Characterization and electromechanical performance of cellulose-chitosan blend electro-active paper

Cellulose-based electro-active paper (EAPap) has been reported as a smart material that has merits in terms of light weight, dry condition, biodegradability, sustainability, large displacement output and low actuation voltage. However, its actuator performance is very sensitive to humidity and degrades with time. To solve these drawbacks, we introduce an EAPap actuator made with cellulose and chitosan blend films. Cellulose-chitosan blend films were prepared by dissolving the polymers in trifluoroacetic acid as a co-solvent followed by spin-coating onto glass substrates. A bending EAPap actuator is made by depositing thin gold electrodes on both sides of the cellulose-chitosan films.
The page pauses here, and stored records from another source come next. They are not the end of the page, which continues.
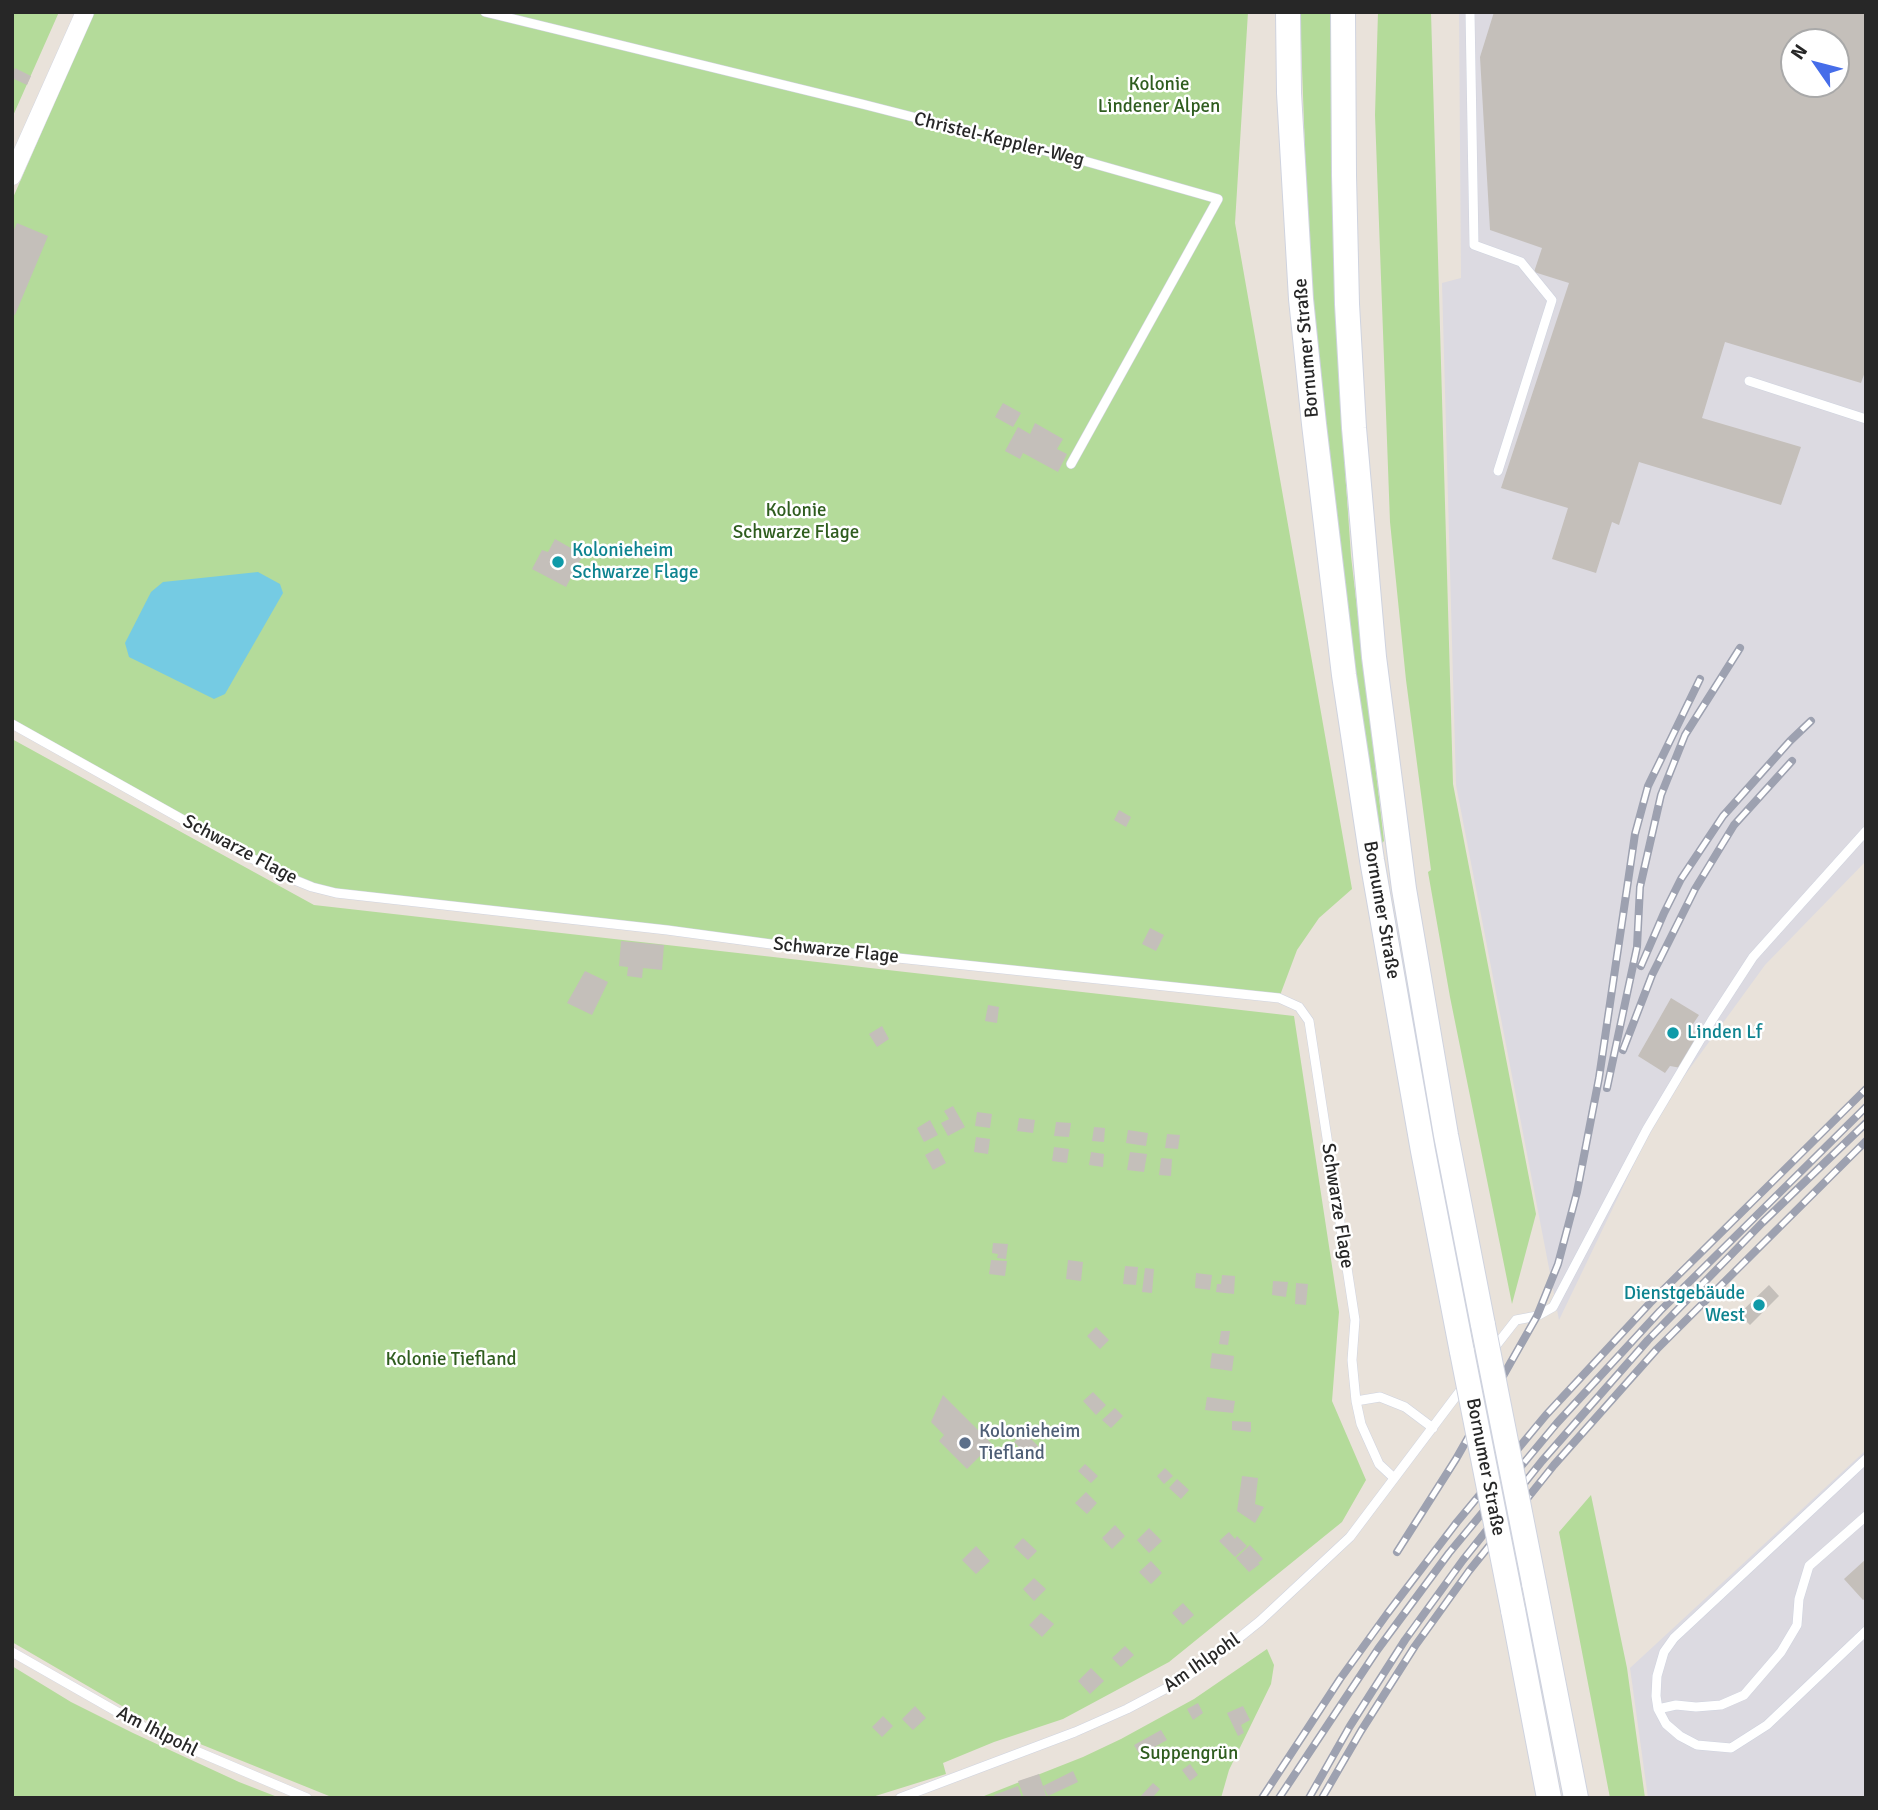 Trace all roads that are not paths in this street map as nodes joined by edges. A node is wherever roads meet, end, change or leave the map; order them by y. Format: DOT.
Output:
graph roads {
  1 [pos="85,12"];
  2 [pos="485,12"];
  3 [pos="1288,12"];
  4 [pos="1343,12"];
  5 [pos="1470,12"];
  6 [pos="12,176"];
  7 [pos="1749,381"];
  8 [pos="1866,419"];
  9 [pos="1071,464"];
  10 [pos="1498,471"];
  11 [pos="12,724"];
  12 [pos="1866,831"];
  13 [pos="1356,1401"];
  14 [pos="1433,1428"];
  15 [pos="1866,1459"];
  16 [pos="1394,1478"];
  17 [pos="1866,1516"];
  18 [pos="1866,1631"];
  19 [pos="12,1652"];
  20 [pos="1658,1709"];
  21 [pos="307,1798"];
  22 [pos="900,1798"];
  23 [pos="1549,1798"];
  24 [pos="1576,1798"];
  1 -- 6 [label="street"];
  2 -- 9 [label="lane, Christel-Keppler-Weg"];
  3 -- 23 [label="main road, Bornumer Straße, bridge"];
  4 -- 24 [label="main road, Bornumer Straße, bridge"];
  5 -- 10 [label="lane"];
  7 -- 8 [label="lane"];
  11 -- 13 [label="lane, Schwarze Flage"];
  12 -- 14 [label="lane, Am Ihlpohl"];
  13 -- 14 [label="lane"];
  13 -- 16 [label="lane, Schwarze Flage"];
  14 -- 16 [label="lane, Am Ihlpohl"];
  15 -- 20 [label="lane"];
  16 -- 22 [label="lane, Am Ihlpohl"];
  17 -- 20 [label="lane"];
  18 -- 20 [label="lane"];
  19 -- 21 [label="lane, Am Ihlpohl"];
}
Characteristics of these blend films are performed by FT-IR, XRD, TGA, SEM and a pull test. The electromechanical performance of the EAPap actuator is evaluated in terms of free bending displacement with respect to the actuation frequency, voltage, time variation and humidity levels. Results show that this chitosan-cellulose-based EAPap actuator is less sensitive to humidity: it shows a large bending displacement ( about 4.1 mm) and long lifetime ( more than 9 h) at room humidity conditions. It indicates that this chitosan-cellulose EAPap is promising for many biomimetic applications in the foreseeable future.